Os chifres sempre foram tidos como símbolo de honra e respeito entre os povos do neolítico. Os chifres exprimem a força e a agressividade do touro, do cervo, do búfalo e de todos animais portadores dos mesmos. Entre os povos do período glacial uma divindade era representada com chifres para demonstrar claramente o poder da divindade que o possuía.

Quando o homem saia em busca de caça, ao retornar à sua tribo colocava os chifres do animal capturado sobre a sua cabeça, com a finalidade de demonstrar a todos da comunidade que ele vencera os obstáculos. Graças a ele todo clã seria nutrido, ele era o “Rei”. O capacete com chifres acabou por se tornar em uma coroa real estilizada.
Os chifres sempre foram representações da luz, sabedoria e conhecimento entre os povos antigos. Portanto como podemos perceber, os chifres desde tempos imemoráveis foram considerados símbolos de realeza, divindade, fartura e não símbolo do mal como muitos associaram e ainda associam-nos.
A Grande Mãe e o Deus Cornífero representam juntos as forças vitais do Universo. O Deus é então o mais alto símbolo de realeza, prosperidade, divindade, luz sabedoria e fartura. É o poder que fertiliza todas as coisas existentes na terra.

A Deusa
A Deusa é a Criadora de todas as coisas e, ao mesmo tempo, a Destruidora. Tudo vem Dela e tudo retornará a Ela. Ela é a Virgem, a Mãe e a Anciã. A Deusa é tudo e todos!
No paganismo, a Deusa se apresenta em três aspectos: a Virgem, a Mãe e a Anciã. A Virgem representa os impulsos, o começo, e está relacionada à Lua Crescente. A Mãe é a Doadora da Vida, a Grande Nutridora, e está associada à Lua Cheia. A Anciã é a detentora da sabedoria, a Grande Conhecedora e Transformadora, e está associada à Lua Minguante.
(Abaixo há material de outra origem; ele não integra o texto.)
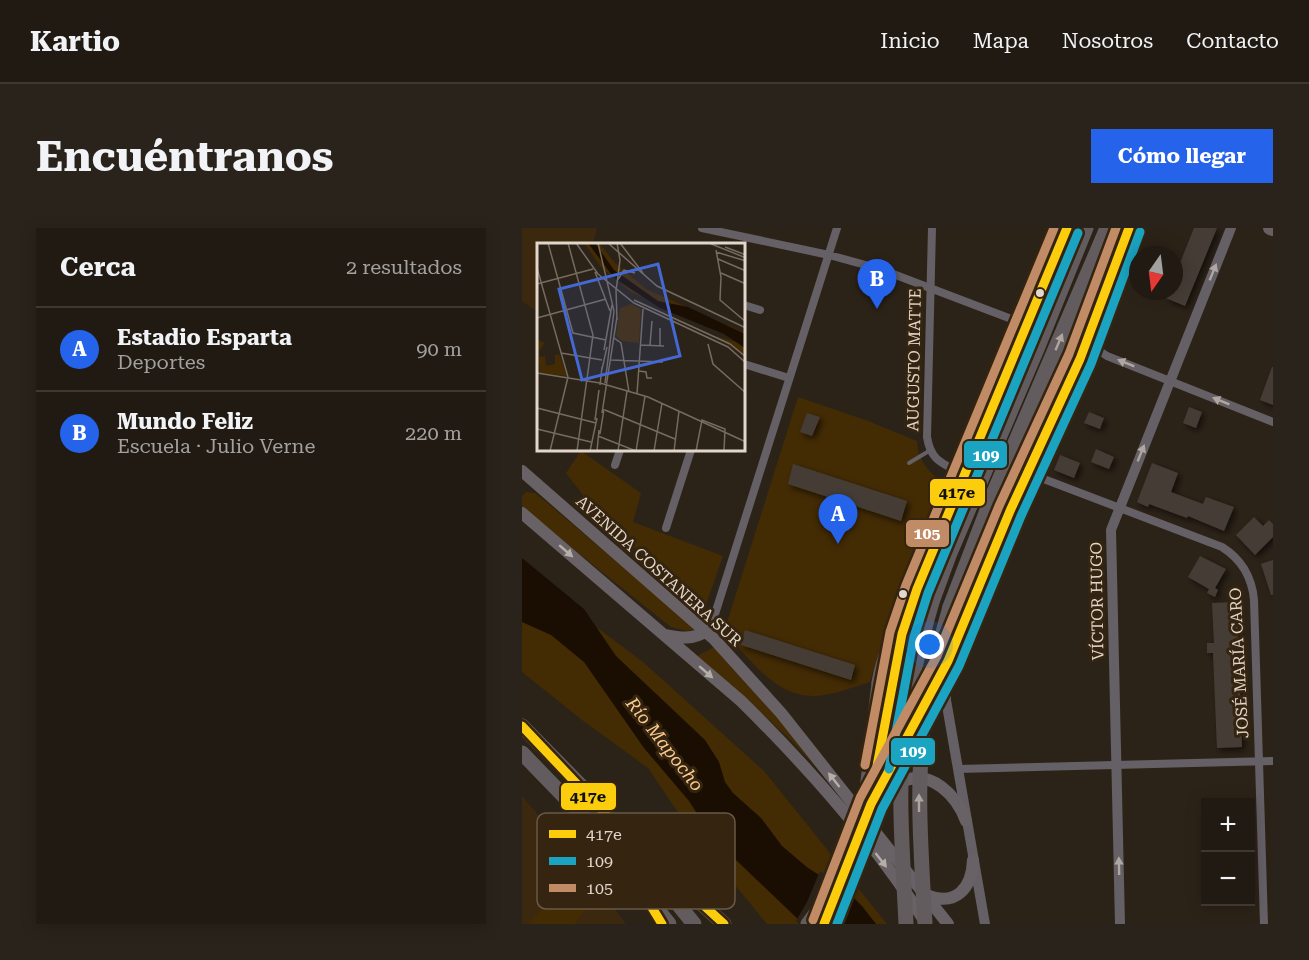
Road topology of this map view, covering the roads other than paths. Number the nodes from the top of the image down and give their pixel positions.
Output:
1 (702, 228) edge
2 (837, 228) edge
3 (932, 228) edge
4 (1067, 228) edge
5 (1086, 228) edge
6 (1107, 228) edge
7 (1129, 228) edge
8 (1231, 228) edge
9 (738, 232) edge
10 (829, 255) junction
11 (1110, 276) junction
12 (931, 288) junction
13 (746, 306) edge
14 (760, 310) dead end
15 (1027, 325) junction
16 (1089, 337) junction
17 (746, 365) edge
18 (789, 378) junction
19 (1169, 381) junction
20 (1273, 422) edge
21 (995, 448) junction
22 (930, 450) junction
23 (619, 452) edge
24 (689, 452) edge
25 (909, 463) dead end
26 (615, 465) dead end
27 (522, 471) edge
28 (1028, 473) junction
29 (964, 475) junction
30 (535, 483) junction
31 (522, 486) edge
32 (994, 492) junction
33 (1119, 508) junction
34 (522, 513) edge
35 (666, 528) dead end
36 (706, 632) junction
37 (662, 633) junction
38 (946, 665) junction
39 (522, 726) edge
40 (522, 753) edge
41 (1259, 761) junction
42 (1273, 761) edge
43 (1116, 764) junction
44 (958, 769) junction
45 (869, 803) junction
46 (580, 813) edge
47 (604, 813) edge
48 (966, 821) junction
49 (863, 822) joint
50 (973, 860) junction
51 (841, 880) junction
52 (927, 895) junction
53 (653, 909) edge
54 (657, 909) edge
55 (682, 909) edge
56 (708, 909) edge
57 (662, 924) edge
58 (669, 924) edge
59 (694, 924) edge
60 (724, 924) edge
61 (808, 924) edge
62 (824, 924) edge
63 (906, 924) edge
64 (926, 924) edge
65 (948, 924) edge
66 (985, 924) edge
67 (1120, 924) edge
68 (1264, 924) edge

1 - 9 street
2 - 10 street
3 - 12 street, AUGUSTO MATTE
4 - 15 main road
5 - 21 highway
32 -> 6 highway
7 - 11 main road
19 -> 8 street, VÍCTOR HUGO
9 - 10 street
10 - 12 street
10 - 18 street
11 - 16 main road
11 - 32 highway
12 - 15 street
12 - 22 street, AUGUSTO MATTE
13 - 14 street
15 - 29 main road
19 -> 16 street
16 - 28 main road
17 - 18 street
18 - 36 street
20 -> 19 street
33 -> 19 street, VÍCTOR HUGO
21 - 45 highway, bridge
21 - 63 highway, bridge
22 - 25 lane
22 - 29 street, AUGUSTO MATTE
23 - 26 street
24 - 35 street
27 - 30 main road, AVENIDA COSTANERA SUR
28 - 33 street, JOSÉ MARÍA CARO
28 - 38 main road
29 - 45 main road
30 - 31 main road
30 - 36 main road, AVENIDA COSTANERA SUR
64 -> 32 highway, bridge
33 - 41 street, JOSÉ MARÍA CARO
33 - 43 street, VÍCTOR HUGO
34 -> 37 main road
36 - 37 main road
52 -> 36 main road, AVENIDA COSTANERA SUR
37 -> 64 main road
38 - 44 street
38 - 45 main road
39 - 47 highway
40 - 46 highway
41 - 42 street
41 - 43 street
41 - 68 street, JOSÉ MARÍA CARO
43 - 44 street
67 -> 43 street, VÍCTOR HUGO
44 - 48 street
45 - 48 main road
45 - 49 highway, bridge
48 - 50 street
49 - 51 main road, bridge
50 - 52 main road
50 - 66 street
51 - 61 highway
51 - 62 main road
52 - 65 main road, AVENIDA COSTANERA SUR
53 - 57 highway
54 - 58 highway
55 - 59 highway
56 - 60 highway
Esses aspectos representam também a juventude, a maturidade e a velhice respectivamente.

A Donzela

Dentre as três faces da Deusa, a Virgem é a mais jovem, relacionada com os descobrimentos e aspectos mais criativos de nossa personalidade. Ela é a inocência e despreocupação, a alegria de viver.

A Mãe

A face Mãe da Deusa é tida como a da eterna doadora da vida. A Mãe é aquela que se volta para a nutrição, a preocupação e a fertilidade; é uma mulher no início da vida e no cume do seu poder. Ela protege e assegura a justiça. Na idade humana, seria uma mulher por volta dos trinta anos.

A Anciã

A Deusa Anciã é o aspecto menos compreendido e o mais temido, já que nos leva inevitavelmente a refletir sobre a morte.

A Anciã é regente do Submundo, visto antigamente como um lugar de descanso das almas entre as reencarnações. Obviamente todos nascemos e morremos, e a função da Deusa Anciã é nos acompanhar durante a última etapa de nossa vida, preparando-se para o Outro Mundo.